Ataka Ryo, Tsunoda Shigeru, Goto Saori, Nishigori Tatsuto, Hisamori Shigeo, Obama Kazutaka, Sakai Yoshiharu
Department of Surgery, Graduate School of Medicine, Kyoto University, 54 Kawahara-cho, Shogoin, Sakyo-ku, Kyoto, 606-8507, Japan.
Surg Case Rep. 2020 Feb 26;6(1):43. doi: 10.1186/s40792-020-00805-0.
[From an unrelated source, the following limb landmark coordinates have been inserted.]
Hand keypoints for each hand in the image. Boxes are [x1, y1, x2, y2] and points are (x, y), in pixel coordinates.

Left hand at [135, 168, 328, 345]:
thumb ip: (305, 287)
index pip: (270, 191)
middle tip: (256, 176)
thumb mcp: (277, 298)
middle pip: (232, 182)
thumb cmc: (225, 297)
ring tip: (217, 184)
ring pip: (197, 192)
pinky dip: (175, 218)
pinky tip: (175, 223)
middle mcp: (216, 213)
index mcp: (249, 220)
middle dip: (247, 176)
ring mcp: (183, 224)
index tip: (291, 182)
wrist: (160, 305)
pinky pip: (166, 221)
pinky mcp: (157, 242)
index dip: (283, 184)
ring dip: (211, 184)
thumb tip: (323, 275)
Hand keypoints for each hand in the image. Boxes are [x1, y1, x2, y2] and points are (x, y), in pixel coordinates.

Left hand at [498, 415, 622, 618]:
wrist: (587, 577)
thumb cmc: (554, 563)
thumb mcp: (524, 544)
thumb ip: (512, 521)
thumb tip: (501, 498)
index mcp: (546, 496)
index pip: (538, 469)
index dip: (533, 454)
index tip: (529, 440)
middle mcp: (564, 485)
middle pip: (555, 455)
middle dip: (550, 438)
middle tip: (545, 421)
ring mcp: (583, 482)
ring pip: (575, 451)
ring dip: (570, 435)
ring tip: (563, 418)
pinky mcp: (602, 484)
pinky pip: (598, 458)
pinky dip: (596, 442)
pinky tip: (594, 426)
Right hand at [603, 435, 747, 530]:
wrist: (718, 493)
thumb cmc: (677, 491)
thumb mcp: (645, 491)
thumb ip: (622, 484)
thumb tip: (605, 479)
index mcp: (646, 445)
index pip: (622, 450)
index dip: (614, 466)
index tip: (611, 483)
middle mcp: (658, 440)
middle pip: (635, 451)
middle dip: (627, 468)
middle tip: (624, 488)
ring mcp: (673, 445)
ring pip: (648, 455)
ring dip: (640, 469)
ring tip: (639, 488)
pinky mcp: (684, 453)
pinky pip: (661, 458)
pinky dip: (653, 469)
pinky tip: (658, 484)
Killian-Jamieson diverticulum is a rare pharyngoesophageal diverticulum. The risk of intraoperative injury of the recurrent laryngeal nerve (RLN) is high during surgical resection of Killian-Jamieson diverticulum because the RLN usually runs next to the base of the diverticulum. We present a case of Killian-Jamieson diverticulum that was safely resected with effective use of an intraoperative nerve monitoring (IONM) system with a handheld stimulating probe to prevent RLN injury.
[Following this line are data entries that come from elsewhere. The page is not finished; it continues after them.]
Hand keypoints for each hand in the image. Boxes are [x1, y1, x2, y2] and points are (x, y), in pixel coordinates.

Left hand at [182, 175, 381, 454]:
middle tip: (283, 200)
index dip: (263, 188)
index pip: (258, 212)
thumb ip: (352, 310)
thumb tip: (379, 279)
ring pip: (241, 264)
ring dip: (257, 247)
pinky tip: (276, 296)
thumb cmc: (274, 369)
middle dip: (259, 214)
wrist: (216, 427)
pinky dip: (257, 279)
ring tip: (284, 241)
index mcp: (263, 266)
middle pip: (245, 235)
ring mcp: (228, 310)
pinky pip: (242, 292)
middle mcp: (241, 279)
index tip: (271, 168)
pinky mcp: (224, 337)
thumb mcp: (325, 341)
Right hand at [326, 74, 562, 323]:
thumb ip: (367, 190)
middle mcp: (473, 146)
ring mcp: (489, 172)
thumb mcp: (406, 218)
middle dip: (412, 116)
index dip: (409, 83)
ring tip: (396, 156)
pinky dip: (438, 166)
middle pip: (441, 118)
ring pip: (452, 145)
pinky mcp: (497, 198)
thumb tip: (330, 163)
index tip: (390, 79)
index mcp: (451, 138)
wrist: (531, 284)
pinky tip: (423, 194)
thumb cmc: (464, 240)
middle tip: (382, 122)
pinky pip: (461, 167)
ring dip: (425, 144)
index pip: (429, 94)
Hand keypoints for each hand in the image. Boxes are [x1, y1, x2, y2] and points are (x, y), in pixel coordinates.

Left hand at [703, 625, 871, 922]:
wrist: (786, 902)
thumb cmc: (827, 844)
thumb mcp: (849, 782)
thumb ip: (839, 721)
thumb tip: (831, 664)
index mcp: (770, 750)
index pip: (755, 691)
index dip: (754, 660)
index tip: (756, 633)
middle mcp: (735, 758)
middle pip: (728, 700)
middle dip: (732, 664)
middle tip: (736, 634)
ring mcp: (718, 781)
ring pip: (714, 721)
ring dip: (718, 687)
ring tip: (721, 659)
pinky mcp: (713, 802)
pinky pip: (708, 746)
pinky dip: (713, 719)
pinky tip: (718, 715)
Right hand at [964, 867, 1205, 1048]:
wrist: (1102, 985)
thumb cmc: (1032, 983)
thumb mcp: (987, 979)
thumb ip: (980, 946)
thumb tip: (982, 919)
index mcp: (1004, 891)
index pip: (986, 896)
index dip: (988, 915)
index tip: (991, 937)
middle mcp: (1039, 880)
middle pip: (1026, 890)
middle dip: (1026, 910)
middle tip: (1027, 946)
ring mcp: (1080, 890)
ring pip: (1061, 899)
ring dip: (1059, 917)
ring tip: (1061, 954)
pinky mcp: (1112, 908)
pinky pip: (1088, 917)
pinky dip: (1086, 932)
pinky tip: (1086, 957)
A 69-year-old man complaining of dysphagia was diagnosed with Killian-Jamieson diverticulum and underwent open transcervical diverticulectomy. Because the anterior aspect of the diverticulum was expected to be close to the RLN, the accurate location of the RLN was checked during dissection by intermittent stimulation using a handheld probe of the IONM system to avoid mechanical and thermal injury. The diverticulum was transected longitudinally using a linear stapler, and the staple line was buried using absorbable sutures from the distal end. During its closure, RLN was identified very close to the diverticulum stump by IONM, and the upper side of the stump was left unburied to avoid RLN injury. The postoperative course was uneventful and the patient was discharged on postoperative day 7. Postoperative evaluation showed no vocal cord paralysis.
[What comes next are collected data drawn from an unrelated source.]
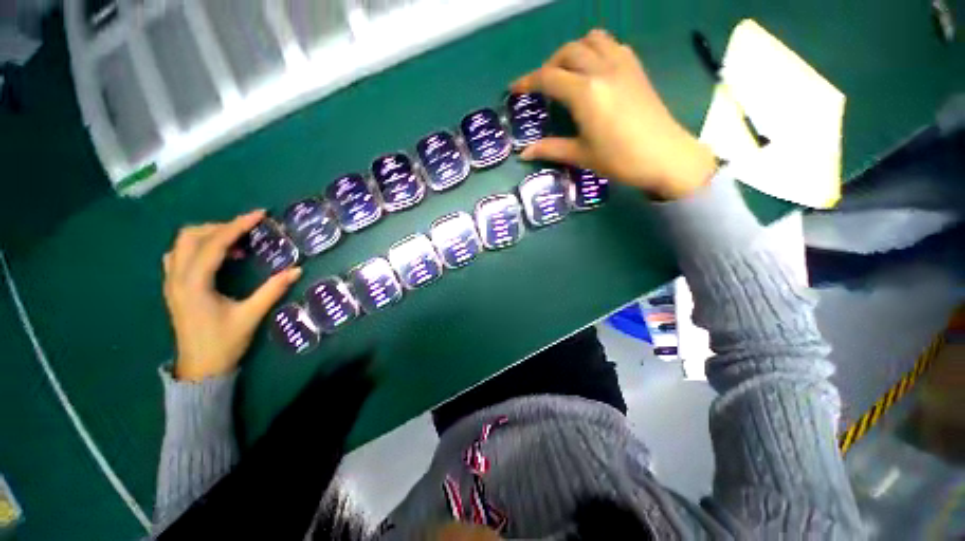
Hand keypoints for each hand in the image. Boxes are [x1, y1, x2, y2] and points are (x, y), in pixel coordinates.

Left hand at [163, 210, 301, 381]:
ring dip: (208, 235)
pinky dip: (198, 247)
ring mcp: (171, 282)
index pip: (213, 244)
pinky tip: (217, 257)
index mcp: (194, 284)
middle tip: (248, 232)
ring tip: (236, 245)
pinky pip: (179, 255)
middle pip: (191, 236)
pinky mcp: (174, 287)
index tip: (259, 215)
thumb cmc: (224, 343)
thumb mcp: (251, 315)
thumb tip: (297, 270)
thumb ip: (272, 290)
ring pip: (182, 243)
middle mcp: (177, 278)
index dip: (237, 226)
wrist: (200, 368)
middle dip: (221, 227)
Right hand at [512, 29, 716, 199]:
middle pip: (568, 52)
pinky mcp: (636, 67)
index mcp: (585, 93)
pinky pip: (611, 44)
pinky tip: (593, 69)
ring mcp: (622, 64)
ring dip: (573, 51)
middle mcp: (602, 69)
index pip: (549, 78)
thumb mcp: (580, 155)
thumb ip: (550, 149)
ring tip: (567, 73)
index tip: (515, 88)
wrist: (664, 156)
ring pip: (591, 40)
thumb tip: (524, 153)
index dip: (528, 81)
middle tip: (542, 86)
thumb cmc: (619, 159)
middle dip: (549, 65)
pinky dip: (596, 49)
IONM may be beneficial during open surgery for Killian-Jamieson diverticulum, which usually protrudes just lateral to the RLN.
基利安 - 贾米森憩室是一种罕见的咽食管憩室。在基利安 - 贾米森憩室手术切除过程中,喉返神经(RLN)术中损伤风险较高,因为喉返神经通常紧邻憩室底部走行。我们报告一例基利安 - 贾米森憩室病例,通过有效使用带有手持刺激探头的术中神经监测(IONM)系统安全切除憩室,以预防喉返神经损伤。
一名69岁男性,因吞咽困难就诊,被诊断为基利安 - 贾米森憩室,并接受了开放性经颈憩室切除术。由于预计憩室前侧靠近喉返神经,在解剖过程中使用IONM系统的手持探头进行间歇性刺激,以检查喉返神经的准确位置,避免机械和热损伤。使用线性吻合器纵向横断憩室,并用可吸收缝线从远端埋入吻合线。在关闭过程中,通过IONM发现喉返神经非常靠近憩室残端,残端上侧未进行埋入以避免喉返神经损伤。术后病程顺利,患者于术后第7天出院。术后评估显示无声带麻痹。
对于通常突出于喉返神经外侧的基利安 - 贾米森憩室,术中神经监测在开放手术中可能有益。